---------- Given data ----------

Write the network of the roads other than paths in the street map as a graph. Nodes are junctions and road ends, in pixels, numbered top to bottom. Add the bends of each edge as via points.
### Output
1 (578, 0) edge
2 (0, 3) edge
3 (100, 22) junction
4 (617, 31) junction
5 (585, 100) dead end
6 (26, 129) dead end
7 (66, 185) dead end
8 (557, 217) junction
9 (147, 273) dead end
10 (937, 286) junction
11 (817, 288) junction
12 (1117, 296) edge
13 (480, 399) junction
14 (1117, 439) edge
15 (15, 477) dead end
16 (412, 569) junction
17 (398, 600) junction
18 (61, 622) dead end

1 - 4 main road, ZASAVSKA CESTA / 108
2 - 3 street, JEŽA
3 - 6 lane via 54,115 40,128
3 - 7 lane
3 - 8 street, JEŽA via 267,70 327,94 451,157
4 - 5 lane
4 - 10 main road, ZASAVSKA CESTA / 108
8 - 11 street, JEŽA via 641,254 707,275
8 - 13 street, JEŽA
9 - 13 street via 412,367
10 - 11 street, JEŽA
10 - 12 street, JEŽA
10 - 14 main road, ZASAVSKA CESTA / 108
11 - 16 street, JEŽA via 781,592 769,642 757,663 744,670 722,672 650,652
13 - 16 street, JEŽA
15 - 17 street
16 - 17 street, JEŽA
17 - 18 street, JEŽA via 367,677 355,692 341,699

----------

* _Exercise instructions_
Repeat the data in its entirety, exactly as written.

* _Response_
Write the network of the roads other than paths in the street map as a graph. Nodes are junctions and road ends, in pixels, numbered top to bottom. Add the bends of each edge as via points.
### Output
1 (578, 0) edge
2 (0, 3) edge
3 (100, 22) junction
4 (617, 31) junction
5 (585, 100) dead end
6 (26, 129) dead end
7 (66, 185) dead end
8 (557, 217) junction
9 (147, 273) dead end
10 (937, 286) junction
11 (817, 288) junction
12 (1117, 296) edge
13 (480, 399) junction
14 (1117, 439) edge
15 (15, 477) dead end
16 (412, 569) junction
17 (398, 600) junction
18 (61, 622) dead end

1 - 4 main road, ZASAVSKA CESTA / 108
2 - 3 street, JEŽA
3 - 6 lane via 54,115 40,128
3 - 7 lane
3 - 8 street, JEŽA via 267,70 327,94 451,157
4 - 5 lane
4 - 10 main road, ZASAVSKA CESTA / 108
8 - 11 street, JEŽA via 641,254 707,275
8 - 13 street, JEŽA
9 - 13 street via 412,367
10 - 11 street, JEŽA
10 - 12 street, JEŽA
10 - 14 main road, ZASAVSKA CESTA / 108
11 - 16 street, JEŽA via 781,592 769,642 757,663 744,670 722,672 650,652
13 - 16 street, JEŽA
15 - 17 street
16 - 17 street, JEŽA
17 - 18 street, JEŽA via 367,677 355,692 341,699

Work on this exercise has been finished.